## Exercise
Looking at the entries below, state how many lines contain the word "Avenida". Give the number alone.

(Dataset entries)
┄┄┄┄┄┄┄┄┄┄┄┄┄┄┄┄┄┄┄┄
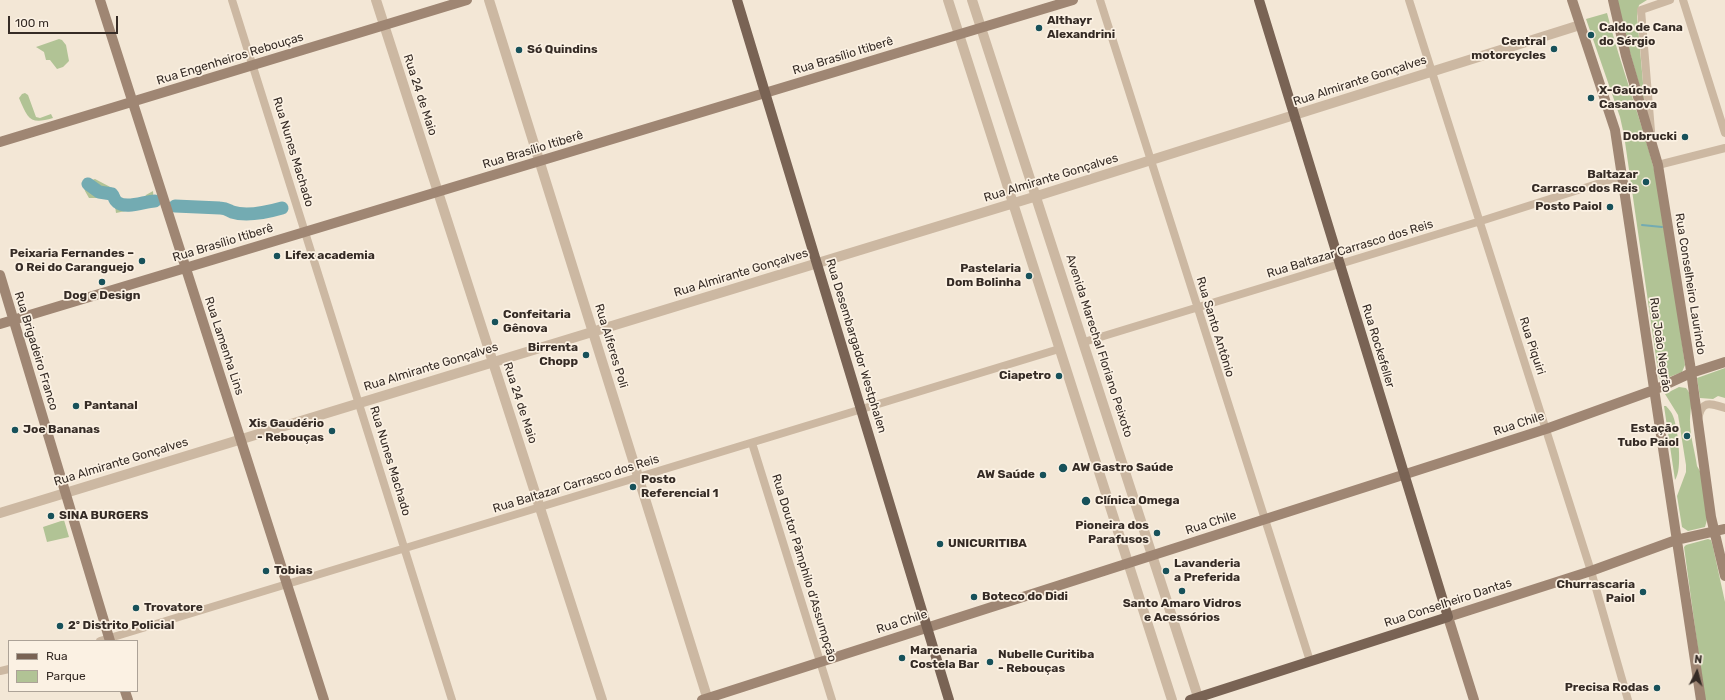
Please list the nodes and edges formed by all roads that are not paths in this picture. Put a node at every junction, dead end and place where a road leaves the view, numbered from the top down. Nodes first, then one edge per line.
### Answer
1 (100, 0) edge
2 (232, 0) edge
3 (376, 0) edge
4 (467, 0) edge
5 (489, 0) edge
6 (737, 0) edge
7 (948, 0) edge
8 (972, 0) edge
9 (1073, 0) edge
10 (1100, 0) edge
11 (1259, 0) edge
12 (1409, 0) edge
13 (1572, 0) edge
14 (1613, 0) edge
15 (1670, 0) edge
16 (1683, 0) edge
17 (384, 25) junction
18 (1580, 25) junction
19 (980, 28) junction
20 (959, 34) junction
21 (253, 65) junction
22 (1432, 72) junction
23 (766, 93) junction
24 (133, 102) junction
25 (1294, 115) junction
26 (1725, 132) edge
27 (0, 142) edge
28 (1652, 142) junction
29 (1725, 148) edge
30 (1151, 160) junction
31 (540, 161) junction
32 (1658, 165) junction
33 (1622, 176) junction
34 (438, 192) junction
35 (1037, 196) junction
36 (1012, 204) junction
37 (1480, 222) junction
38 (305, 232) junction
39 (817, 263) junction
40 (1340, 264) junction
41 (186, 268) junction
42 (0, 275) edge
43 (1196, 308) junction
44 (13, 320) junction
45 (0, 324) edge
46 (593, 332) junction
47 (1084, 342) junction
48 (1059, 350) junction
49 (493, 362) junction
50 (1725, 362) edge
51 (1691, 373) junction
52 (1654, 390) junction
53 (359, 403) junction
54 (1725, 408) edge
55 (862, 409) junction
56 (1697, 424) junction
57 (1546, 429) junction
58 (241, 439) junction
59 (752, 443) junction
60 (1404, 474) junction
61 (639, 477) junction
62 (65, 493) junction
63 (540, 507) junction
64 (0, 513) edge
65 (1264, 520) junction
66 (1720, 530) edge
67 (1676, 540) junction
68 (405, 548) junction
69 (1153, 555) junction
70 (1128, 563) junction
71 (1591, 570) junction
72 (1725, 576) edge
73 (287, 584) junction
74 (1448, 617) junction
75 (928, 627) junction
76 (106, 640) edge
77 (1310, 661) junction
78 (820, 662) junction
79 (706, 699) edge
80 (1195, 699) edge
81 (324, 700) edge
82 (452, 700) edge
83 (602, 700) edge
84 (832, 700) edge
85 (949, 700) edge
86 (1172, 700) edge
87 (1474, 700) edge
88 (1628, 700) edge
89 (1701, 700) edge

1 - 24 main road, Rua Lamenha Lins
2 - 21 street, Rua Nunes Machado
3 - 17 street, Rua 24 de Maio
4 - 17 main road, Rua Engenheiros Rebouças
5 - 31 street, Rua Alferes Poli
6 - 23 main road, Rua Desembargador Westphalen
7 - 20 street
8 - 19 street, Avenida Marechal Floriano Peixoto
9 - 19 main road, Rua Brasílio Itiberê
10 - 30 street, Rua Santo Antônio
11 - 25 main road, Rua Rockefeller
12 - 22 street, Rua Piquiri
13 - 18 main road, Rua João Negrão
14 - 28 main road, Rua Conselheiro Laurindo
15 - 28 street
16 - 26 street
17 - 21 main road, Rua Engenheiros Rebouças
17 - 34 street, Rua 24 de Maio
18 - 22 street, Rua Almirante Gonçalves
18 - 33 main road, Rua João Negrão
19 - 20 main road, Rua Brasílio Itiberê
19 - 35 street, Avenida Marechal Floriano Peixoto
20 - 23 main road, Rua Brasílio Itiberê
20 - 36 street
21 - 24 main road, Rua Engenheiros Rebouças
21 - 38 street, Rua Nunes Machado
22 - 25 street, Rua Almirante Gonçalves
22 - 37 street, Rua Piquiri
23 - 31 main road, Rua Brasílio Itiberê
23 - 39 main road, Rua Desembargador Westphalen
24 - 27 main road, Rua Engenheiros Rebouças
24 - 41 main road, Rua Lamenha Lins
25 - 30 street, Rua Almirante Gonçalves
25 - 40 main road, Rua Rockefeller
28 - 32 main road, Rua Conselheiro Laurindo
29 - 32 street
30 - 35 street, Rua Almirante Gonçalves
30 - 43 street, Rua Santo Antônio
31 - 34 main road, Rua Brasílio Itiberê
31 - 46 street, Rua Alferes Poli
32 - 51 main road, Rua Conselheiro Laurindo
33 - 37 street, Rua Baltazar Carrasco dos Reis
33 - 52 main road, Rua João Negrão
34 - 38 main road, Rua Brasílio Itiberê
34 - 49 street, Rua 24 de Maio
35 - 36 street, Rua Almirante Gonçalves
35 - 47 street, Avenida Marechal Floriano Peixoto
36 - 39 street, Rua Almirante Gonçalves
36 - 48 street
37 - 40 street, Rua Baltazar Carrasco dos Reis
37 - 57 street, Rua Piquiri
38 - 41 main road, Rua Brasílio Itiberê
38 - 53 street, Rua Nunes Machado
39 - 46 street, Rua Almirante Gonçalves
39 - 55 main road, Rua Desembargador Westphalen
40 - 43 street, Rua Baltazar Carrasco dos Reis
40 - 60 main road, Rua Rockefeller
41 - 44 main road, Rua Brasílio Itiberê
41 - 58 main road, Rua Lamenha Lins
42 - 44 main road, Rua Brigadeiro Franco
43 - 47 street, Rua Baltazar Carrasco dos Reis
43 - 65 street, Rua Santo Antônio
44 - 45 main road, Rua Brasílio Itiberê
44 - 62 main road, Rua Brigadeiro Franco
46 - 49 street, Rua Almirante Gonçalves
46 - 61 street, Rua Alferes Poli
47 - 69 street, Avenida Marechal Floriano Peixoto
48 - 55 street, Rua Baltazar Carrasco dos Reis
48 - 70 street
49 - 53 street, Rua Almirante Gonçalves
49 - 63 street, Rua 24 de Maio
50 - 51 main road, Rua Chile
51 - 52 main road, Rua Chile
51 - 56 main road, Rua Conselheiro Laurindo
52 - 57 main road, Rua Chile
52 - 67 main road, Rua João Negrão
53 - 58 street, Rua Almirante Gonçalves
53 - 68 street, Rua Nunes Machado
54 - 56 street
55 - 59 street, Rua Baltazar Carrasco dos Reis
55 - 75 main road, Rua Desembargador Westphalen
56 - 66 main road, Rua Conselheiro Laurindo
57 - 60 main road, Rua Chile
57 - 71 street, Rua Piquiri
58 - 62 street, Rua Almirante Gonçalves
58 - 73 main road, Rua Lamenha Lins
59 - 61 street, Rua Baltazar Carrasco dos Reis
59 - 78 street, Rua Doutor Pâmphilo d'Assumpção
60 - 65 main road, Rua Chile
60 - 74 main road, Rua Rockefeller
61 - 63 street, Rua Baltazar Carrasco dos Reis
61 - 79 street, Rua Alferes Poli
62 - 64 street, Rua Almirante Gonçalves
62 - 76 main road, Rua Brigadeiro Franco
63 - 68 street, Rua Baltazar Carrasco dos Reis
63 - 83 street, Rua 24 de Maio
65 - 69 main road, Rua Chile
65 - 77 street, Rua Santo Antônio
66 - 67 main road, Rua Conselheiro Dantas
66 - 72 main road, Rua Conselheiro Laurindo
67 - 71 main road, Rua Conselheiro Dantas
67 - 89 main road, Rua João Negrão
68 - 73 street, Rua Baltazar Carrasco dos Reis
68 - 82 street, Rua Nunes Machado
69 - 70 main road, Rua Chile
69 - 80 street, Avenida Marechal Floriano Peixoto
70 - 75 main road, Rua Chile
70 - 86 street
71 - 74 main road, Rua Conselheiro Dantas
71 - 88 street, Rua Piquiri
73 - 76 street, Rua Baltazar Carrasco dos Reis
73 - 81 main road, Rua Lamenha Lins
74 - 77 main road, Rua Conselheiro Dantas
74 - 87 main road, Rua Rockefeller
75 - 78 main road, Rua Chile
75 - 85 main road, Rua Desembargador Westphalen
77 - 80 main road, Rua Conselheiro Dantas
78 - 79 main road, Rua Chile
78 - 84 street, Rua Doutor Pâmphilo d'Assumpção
┄┄┄┄┄┄┄┄┄┄┄┄┄┄┄┄┄┄┄┄
## Solution
5